- [Task to carry out]
For each line below that contains the word "Kenney", return that line.

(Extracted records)
——————————
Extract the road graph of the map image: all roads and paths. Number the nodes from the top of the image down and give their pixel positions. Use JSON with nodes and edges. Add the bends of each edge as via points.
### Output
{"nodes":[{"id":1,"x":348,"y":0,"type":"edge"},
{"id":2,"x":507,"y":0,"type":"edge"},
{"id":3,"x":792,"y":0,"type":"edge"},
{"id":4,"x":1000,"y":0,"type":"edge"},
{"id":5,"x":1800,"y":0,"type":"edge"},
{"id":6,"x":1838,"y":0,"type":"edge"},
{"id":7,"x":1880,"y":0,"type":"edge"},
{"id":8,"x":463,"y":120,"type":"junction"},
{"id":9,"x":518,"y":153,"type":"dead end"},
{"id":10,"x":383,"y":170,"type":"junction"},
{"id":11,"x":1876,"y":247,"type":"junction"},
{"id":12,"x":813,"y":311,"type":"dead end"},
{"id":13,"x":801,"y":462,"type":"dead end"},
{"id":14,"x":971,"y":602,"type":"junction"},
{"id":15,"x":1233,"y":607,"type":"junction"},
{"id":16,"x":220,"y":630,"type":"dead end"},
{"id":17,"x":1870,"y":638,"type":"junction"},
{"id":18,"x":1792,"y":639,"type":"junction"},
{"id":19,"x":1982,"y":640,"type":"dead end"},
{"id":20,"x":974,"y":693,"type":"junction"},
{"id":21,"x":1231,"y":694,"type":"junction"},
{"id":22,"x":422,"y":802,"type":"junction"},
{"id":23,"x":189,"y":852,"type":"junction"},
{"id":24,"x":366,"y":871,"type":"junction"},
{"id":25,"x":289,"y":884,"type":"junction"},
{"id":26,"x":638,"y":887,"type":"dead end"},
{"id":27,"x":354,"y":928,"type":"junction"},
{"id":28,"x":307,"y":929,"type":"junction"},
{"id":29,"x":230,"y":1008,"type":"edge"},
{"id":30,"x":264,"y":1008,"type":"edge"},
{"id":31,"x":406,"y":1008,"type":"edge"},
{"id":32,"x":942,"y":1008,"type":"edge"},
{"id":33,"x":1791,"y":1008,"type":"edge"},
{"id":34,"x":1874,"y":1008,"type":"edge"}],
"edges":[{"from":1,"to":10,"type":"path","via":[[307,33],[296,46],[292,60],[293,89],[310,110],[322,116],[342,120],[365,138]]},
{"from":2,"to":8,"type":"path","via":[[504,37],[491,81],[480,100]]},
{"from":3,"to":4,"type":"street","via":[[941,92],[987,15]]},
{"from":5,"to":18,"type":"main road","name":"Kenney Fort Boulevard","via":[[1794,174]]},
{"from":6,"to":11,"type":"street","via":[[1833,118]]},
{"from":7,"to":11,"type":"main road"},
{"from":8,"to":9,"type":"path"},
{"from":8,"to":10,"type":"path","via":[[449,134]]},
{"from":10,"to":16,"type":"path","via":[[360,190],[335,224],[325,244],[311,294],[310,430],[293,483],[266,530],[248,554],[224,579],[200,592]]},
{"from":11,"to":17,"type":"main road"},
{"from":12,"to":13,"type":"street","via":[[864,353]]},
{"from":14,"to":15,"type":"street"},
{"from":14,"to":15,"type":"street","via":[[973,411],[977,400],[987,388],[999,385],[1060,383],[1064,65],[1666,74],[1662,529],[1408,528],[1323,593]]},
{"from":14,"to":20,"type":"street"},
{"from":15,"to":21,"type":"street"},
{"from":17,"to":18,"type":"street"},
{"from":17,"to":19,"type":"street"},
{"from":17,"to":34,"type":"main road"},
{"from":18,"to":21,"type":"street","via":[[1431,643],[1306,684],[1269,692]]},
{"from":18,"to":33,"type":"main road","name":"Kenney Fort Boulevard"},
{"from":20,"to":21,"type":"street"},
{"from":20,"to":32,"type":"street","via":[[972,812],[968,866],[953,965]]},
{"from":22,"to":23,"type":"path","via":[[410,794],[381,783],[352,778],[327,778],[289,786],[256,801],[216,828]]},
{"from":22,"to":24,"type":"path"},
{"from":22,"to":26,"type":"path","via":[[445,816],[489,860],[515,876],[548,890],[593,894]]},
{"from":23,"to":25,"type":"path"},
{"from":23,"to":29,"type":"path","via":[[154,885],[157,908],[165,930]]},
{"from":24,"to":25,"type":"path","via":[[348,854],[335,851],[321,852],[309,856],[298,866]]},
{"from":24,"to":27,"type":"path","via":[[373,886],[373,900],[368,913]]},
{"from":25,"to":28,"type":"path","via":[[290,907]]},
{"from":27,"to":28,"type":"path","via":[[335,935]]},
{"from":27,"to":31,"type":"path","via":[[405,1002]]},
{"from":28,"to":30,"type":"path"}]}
——————————
- [Response area]
{"from":5,"to":18,"type":"main road","name":"Kenney Fort Boulevard","via":[[1794,174]]},
{"from":18,"to":33,"type":"main road","name":"Kenney Fort Boulevard"},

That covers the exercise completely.